::: Records for the task :::

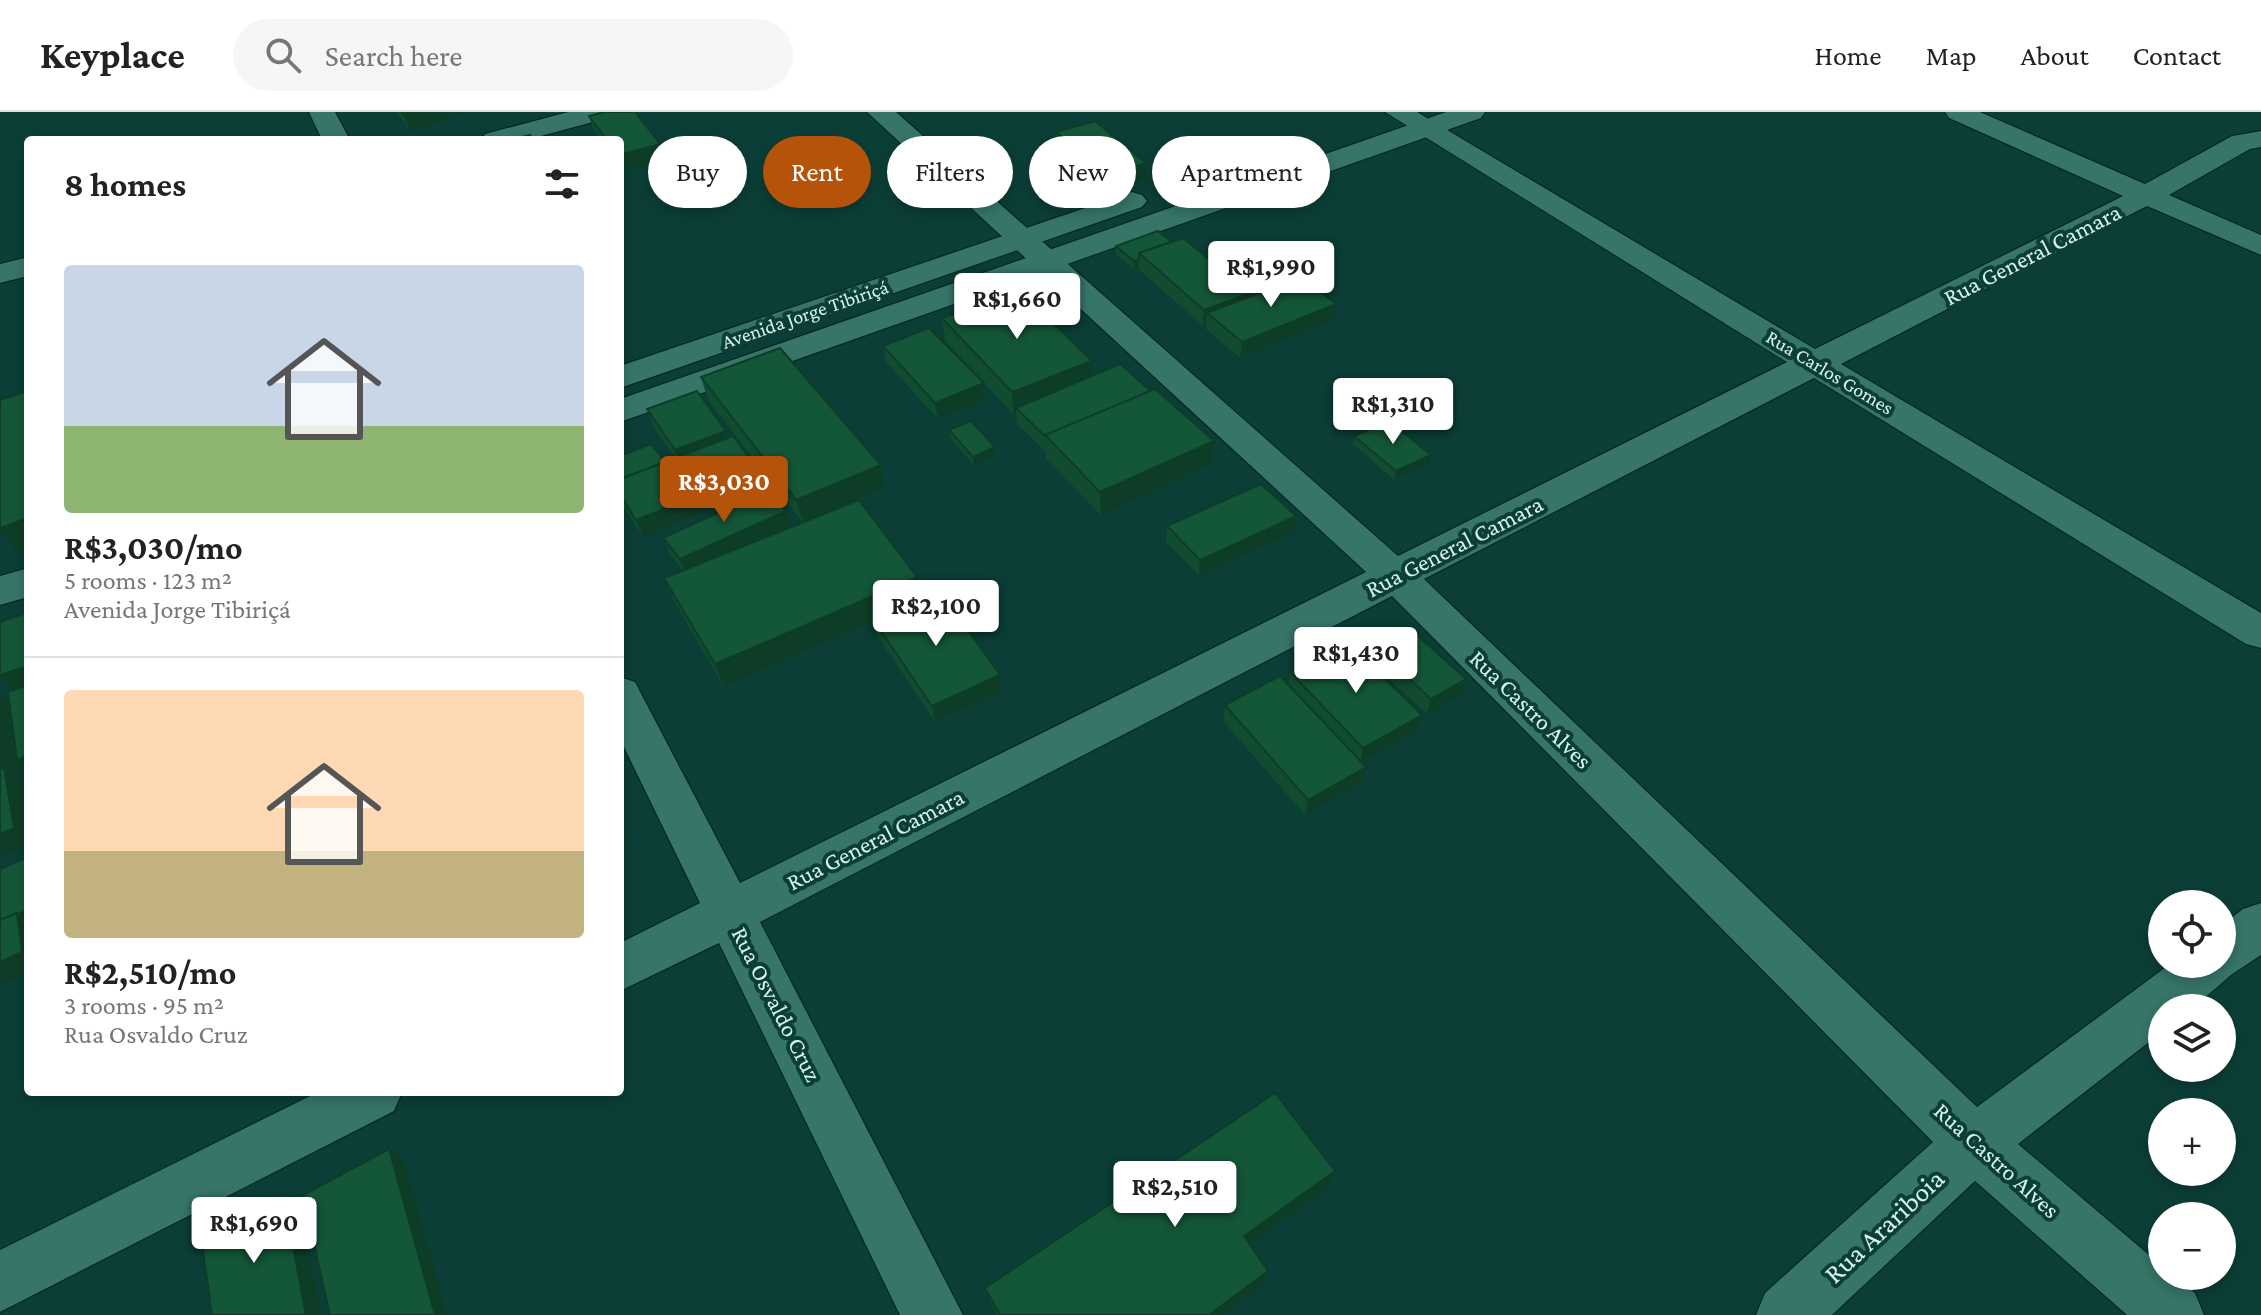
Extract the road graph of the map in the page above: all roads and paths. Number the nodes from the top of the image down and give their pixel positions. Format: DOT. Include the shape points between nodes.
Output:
graph roads {
  1 [pos="322,112"];
  2 [pos="599,112"];
  3 [pos="880,112"];
  4 [pos="1472,112"];
  5 [pos="1958,112"];
  6 [pos="1406,116"];
  7 [pos="334,136"];
  8 [pos="510,136"];
  9 [pos="2252,141"];
  10 [pos="2147,195"];
  11 [pos="2261,246"];
  12 [pos="1035,251"];
  13 [pos="24,267"];
  14 [pos="0,274"];
  15 [pos="1815,364"];
  16 [pos="624,377"];
  17 [pos="624,409"];
  18 [pos="1396,576"];
  19 [pos="24,583"];
  20 [pos="0,591"];
  21 [pos="2261,633"];
  22 [pos="624,702"];
  23 [pos="731,912"];
  24 [pos="2261,925"];
  25 [pos="2236,944"];
  26 [pos="624,966"];
  27 [pos="2192,978"];
  28 [pos="367,1096"];
  29 [pos="1974,1143"];
  30 [pos="0,1282"];
  31 [pos="932,1315"];
  32 [pos="1787,1315"];
  33 [pos="2173,1315"];
  1 -- 7 [label="street"];
  2 -- 8 [label="street"];
  3 -- 12 [label="street, Rua Castro Alves"];
  4 -- 6 [label="street, Avenida Jorge Tibiriçá"];
  5 -- 10 [label="street"];
  6 -- 12 [label="street, Avenida Jorge Tibiriçá"];
  6 -- 15 [label="street, Rua Carlos Gomes"];
  9 -- 10 [label="street, Rua General Camara"];
  10 -- 11 [label="street"];
  10 -- 15 [label="street, Rua General Camara"];
  12 -- 16 [label="street, Avenida Jorge Tibiriçá"];
  12 -- 17 [label="street, Avenida Jorge Tibiriçá"];
  12 -- 18 [label="street, Rua Castro Alves"];
  13 -- 14 [label="street"];
  15 -- 18 [label="street, Rua General Camara"];
  15 -- 21 [label="street, Rua Carlos Gomes"];
  18 -- 23 [label="street, Rua General Camara"];
  18 -- 29 [label="street, Rua Castro Alves"];
  19 -- 20 [label="street"];
  22 -- 23 [label="street, Rua Osvaldo Cruz"];
  23 -- 26 [label="street, Rua General Camara"];
  23 -- 31 [label="street, Rua Osvaldo Cruz"];
  24 -- 25 [label="street"];
  27 -- 29 [label="street, Rua Arariboia"];
  28 -- 30 [label="street"];
  29 -- 32 [label="street, Rua Arariboia"];
  29 -- 33 [label="street, Rua Castro Alves"];
}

:::

* [Exercise description]:
Write the records above out again exactly, with no pictures in your copy.

* [Your response]:
Extract the road graph of the map in the page above: all roads and paths. Number the nodes from the top of the image down and give their pixel positions. Format: DOT. Include the shape points between nodes.
Output:
graph roads {
  1 [pos="322,112"];
  2 [pos="599,112"];
  3 [pos="880,112"];
  4 [pos="1472,112"];
  5 [pos="1958,112"];
  6 [pos="1406,116"];
  7 [pos="334,136"];
  8 [pos="510,136"];
  9 [pos="2252,141"];
  10 [pos="2147,195"];
  11 [pos="2261,246"];
  12 [pos="1035,251"];
  13 [pos="24,267"];
  14 [pos="0,274"];
  15 [pos="1815,364"];
  16 [pos="624,377"];
  17 [pos="624,409"];
  18 [pos="1396,576"];
  19 [pos="24,583"];
  20 [pos="0,591"];
  21 [pos="2261,633"];
  22 [pos="624,702"];
  23 [pos="731,912"];
  24 [pos="2261,925"];
  25 [pos="2236,944"];
  26 [pos="624,966"];
  27 [pos="2192,978"];
  28 [pos="367,1096"];
  29 [pos="1974,1143"];
  30 [pos="0,1282"];
  31 [pos="932,1315"];
  32 [pos="1787,1315"];
  33 [pos="2173,1315"];
  1 -- 7 [label="street"];
  2 -- 8 [label="street"];
  3 -- 12 [label="street, Rua Castro Alves"];
  4 -- 6 [label="street, Avenida Jorge Tibiriçá"];
  5 -- 10 [label="street"];
  6 -- 12 [label="street, Avenida Jorge Tibiriçá"];
  6 -- 15 [label="street, Rua Carlos Gomes"];
  9 -- 10 [label="street, Rua General Camara"];
  10 -- 11 [label="street"];
  10 -- 15 [label="street, Rua General Camara"];
  12 -- 16 [label="street, Avenida Jorge Tibiriçá"];
  12 -- 17 [label="street, Avenida Jorge Tibiriçá"];
  12 -- 18 [label="street, Rua Castro Alves"];
  13 -- 14 [label="street"];
  15 -- 18 [label="street, Rua General Camara"];
  15 -- 21 [label="street, Rua Carlos Gomes"];
  18 -- 23 [label="street, Rua General Camara"];
  18 -- 29 [label="street, Rua Castro Alves"];
  19 -- 20 [label="street"];
  22 -- 23 [label="street, Rua Osvaldo Cruz"];
  23 -- 26 [label="street, Rua General Camara"];
  23 -- 31 [label="street, Rua Osvaldo Cruz"];
  24 -- 25 [label="street"];
  27 -- 29 [label="street, Rua Arariboia"];
  28 -- 30 [label="street"];
  29 -- 32 [label="street, Rua Arariboia"];
  29 -- 33 [label="street, Rua Castro Alves"];
}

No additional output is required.